The Jakarta conflict and media conference had a strong line-up among is presenters and on the opening day, Monash University politics lecturer
Waleed Aly, an Egyptian-Australian and author of
People Like Us: How Arrogance is Dividing Islam and the West, gave an inspiring address on “culture, conflict and coexistence”.
A panel on “media and democracy” featured India’s
Mail Today deputy editor Dr Manoj Joshi; Marga Ortigas of the Manila bureau of Aljazeera; a
Korea Times editor, Cho Jae-hyun; and
Philippine Star executive editor Ana Marie Pamintuan.

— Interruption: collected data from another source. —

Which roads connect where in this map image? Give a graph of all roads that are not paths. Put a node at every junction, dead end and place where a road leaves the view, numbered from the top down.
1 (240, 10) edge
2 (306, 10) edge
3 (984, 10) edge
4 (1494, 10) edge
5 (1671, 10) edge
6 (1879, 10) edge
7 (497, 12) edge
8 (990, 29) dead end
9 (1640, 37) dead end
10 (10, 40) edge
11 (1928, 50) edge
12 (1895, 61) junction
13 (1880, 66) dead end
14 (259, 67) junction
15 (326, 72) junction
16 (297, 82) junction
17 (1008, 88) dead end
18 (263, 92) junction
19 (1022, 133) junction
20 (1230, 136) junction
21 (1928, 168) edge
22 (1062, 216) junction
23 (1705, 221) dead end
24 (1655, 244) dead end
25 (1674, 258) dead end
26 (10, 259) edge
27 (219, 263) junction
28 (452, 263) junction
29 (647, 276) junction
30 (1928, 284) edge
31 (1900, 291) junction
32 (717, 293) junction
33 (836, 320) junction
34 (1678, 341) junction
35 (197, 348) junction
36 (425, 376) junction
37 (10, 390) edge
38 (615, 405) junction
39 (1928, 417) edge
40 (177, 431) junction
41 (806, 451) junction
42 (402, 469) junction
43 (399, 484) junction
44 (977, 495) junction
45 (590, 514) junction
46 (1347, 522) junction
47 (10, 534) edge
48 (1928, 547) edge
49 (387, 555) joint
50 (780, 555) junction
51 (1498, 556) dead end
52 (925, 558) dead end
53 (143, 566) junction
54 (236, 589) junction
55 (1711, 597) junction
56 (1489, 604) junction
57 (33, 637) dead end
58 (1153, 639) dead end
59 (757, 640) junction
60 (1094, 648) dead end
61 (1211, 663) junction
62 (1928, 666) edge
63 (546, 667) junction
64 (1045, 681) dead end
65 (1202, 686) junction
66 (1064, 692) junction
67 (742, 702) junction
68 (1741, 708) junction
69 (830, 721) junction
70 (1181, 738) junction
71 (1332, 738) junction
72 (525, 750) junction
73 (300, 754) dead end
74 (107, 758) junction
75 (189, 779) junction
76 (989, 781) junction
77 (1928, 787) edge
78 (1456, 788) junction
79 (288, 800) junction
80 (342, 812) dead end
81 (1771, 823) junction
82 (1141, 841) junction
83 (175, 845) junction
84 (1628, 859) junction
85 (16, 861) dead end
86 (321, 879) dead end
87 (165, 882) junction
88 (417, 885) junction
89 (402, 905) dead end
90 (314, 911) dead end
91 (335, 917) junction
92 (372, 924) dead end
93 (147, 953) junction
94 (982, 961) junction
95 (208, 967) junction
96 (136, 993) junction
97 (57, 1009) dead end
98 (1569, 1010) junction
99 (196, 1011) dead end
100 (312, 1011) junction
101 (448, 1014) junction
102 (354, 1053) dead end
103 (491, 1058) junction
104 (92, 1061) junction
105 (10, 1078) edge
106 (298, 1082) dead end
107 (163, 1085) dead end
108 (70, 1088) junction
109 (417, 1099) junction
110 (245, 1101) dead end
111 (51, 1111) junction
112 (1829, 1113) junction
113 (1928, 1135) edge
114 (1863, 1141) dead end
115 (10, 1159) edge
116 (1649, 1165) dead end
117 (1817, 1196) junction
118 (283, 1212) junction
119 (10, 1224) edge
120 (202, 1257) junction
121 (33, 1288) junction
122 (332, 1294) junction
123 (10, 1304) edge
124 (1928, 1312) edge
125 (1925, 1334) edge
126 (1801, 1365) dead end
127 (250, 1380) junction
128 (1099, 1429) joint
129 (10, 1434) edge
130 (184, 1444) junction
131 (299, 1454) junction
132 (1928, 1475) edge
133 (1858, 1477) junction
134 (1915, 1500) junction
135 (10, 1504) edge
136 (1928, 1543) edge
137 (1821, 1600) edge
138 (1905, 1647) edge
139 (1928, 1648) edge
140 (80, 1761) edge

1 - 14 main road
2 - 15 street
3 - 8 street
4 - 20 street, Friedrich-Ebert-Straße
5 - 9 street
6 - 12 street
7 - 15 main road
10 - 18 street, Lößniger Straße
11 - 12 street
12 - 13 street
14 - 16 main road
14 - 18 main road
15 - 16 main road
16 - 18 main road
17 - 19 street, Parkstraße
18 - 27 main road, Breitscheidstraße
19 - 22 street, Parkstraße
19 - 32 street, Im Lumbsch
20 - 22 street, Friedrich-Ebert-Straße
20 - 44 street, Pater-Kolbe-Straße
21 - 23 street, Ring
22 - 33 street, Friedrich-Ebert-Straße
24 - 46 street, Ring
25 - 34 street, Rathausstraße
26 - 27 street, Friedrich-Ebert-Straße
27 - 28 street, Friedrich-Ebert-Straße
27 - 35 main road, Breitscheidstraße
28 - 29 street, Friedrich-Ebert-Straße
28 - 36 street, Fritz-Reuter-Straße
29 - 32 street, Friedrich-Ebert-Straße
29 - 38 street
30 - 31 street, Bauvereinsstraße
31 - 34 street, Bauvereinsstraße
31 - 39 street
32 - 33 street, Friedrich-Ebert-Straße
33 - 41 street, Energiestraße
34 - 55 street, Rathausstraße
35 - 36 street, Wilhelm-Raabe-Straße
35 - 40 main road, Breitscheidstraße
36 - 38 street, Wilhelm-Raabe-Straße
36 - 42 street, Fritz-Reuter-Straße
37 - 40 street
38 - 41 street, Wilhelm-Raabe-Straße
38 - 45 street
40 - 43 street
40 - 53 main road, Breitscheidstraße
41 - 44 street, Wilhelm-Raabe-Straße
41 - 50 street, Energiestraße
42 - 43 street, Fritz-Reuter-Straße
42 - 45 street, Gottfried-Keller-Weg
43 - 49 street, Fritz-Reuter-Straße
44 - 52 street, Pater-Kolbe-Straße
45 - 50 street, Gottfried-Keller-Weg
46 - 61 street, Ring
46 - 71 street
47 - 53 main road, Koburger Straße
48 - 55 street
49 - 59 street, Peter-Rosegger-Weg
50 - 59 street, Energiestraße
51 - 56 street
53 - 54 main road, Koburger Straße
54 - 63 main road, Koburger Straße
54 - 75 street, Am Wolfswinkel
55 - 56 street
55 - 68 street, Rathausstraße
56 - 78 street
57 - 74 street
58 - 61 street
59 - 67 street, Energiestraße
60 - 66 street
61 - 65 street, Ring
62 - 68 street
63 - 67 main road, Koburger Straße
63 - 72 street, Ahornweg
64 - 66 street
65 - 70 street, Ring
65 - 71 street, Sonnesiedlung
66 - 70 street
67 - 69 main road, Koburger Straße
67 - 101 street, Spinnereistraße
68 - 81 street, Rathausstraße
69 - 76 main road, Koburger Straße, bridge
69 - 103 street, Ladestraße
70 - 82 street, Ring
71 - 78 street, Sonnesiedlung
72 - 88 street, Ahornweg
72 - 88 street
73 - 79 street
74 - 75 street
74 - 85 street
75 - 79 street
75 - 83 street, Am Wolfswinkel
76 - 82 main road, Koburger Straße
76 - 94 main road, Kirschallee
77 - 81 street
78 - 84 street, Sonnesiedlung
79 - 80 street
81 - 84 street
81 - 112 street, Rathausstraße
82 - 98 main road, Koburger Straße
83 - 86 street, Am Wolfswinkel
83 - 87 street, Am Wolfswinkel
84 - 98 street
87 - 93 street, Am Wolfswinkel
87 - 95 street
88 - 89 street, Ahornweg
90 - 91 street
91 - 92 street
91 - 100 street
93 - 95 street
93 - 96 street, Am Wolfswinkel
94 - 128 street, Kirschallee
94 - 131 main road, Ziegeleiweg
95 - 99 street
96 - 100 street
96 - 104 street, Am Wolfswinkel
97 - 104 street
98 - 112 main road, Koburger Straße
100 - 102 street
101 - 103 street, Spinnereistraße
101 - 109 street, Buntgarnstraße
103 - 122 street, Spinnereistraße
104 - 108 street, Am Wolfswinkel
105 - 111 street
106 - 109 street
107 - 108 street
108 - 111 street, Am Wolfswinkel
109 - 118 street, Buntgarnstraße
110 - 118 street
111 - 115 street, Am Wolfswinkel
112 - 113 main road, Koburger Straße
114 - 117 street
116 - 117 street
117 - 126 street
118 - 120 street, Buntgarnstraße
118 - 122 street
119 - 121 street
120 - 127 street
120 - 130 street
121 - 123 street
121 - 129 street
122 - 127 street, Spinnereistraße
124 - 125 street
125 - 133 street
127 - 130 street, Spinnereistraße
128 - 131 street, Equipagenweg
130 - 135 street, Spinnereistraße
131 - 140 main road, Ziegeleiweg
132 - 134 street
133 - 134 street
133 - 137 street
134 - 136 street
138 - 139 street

Jakarta Post chief editor Endy Bayuni chaired a panel on “Breakdown: Reporting war, terrorism, insurrection and civil unrest” with Pakistani presenters Zahid Hussain, senior editor of
Newsline magazine and Rahim Ullah Yusufzai, senior analyst for the television channel Geo who is also working for BBC Radio’s Urdu, Pashto, Hindi and English services.
The AUT University’s Pacific Media Centre director, Dr David Robie, chaired the “post-conflict” panel on Aceh and Maluku and
Tempo Weekly editor-in-chief Bambang Harymurti headed a workshop featuring “local conflict” case stories in Indonesia and the Philippines.
Twenty nine of the delegates signed a
strong open letter to President Gloria Macapagal-Arroyo of the Philippines in the wake of the Mindanao massacre last November when 32 journalists were among 57 people killed by a local politician’s militia.
"Their murder, and the death of countless other media workers in your country in recent years, will not be forgotten by us," the letter said. "We urge you, your government and the institutions of state to take the appropriate action to ensure justice is done and to create a better, safer environment for journalists in your country."
A proposal for a regional journalism training programme was inconclusive, especially when Filipino journalists questioned the need for such an initiative when at least two such regional programmes based in the Philippines were well established.
One of the highlights of the week came at the end of the conference when Pesantren Darunnajah Islamic Boarding School wowed delegates and presenters with an spectacular display of cultural and campus activities by the delightful students.
Pictures: Top: The Indonesian police turned down a $10 million reward offer for Dulmatin's capture. National police chief General Bambang Hendarso Danuri is pictured by the Jakarta Globe
holding a wanted poster for the shot suspect. Middle Top: Metro TV coverage of the police shooting of terrorist suspects. Middle Bottom: A Jakarta newspaper street hawker and Jakarta Post
chief editor Endy Bayuni (left) with the New Zealand Herald's
Edward Gay and Pacific Media Centre's Dr David Robie. Above: Students at Pesantren Darunnajah welcome media conference delegates.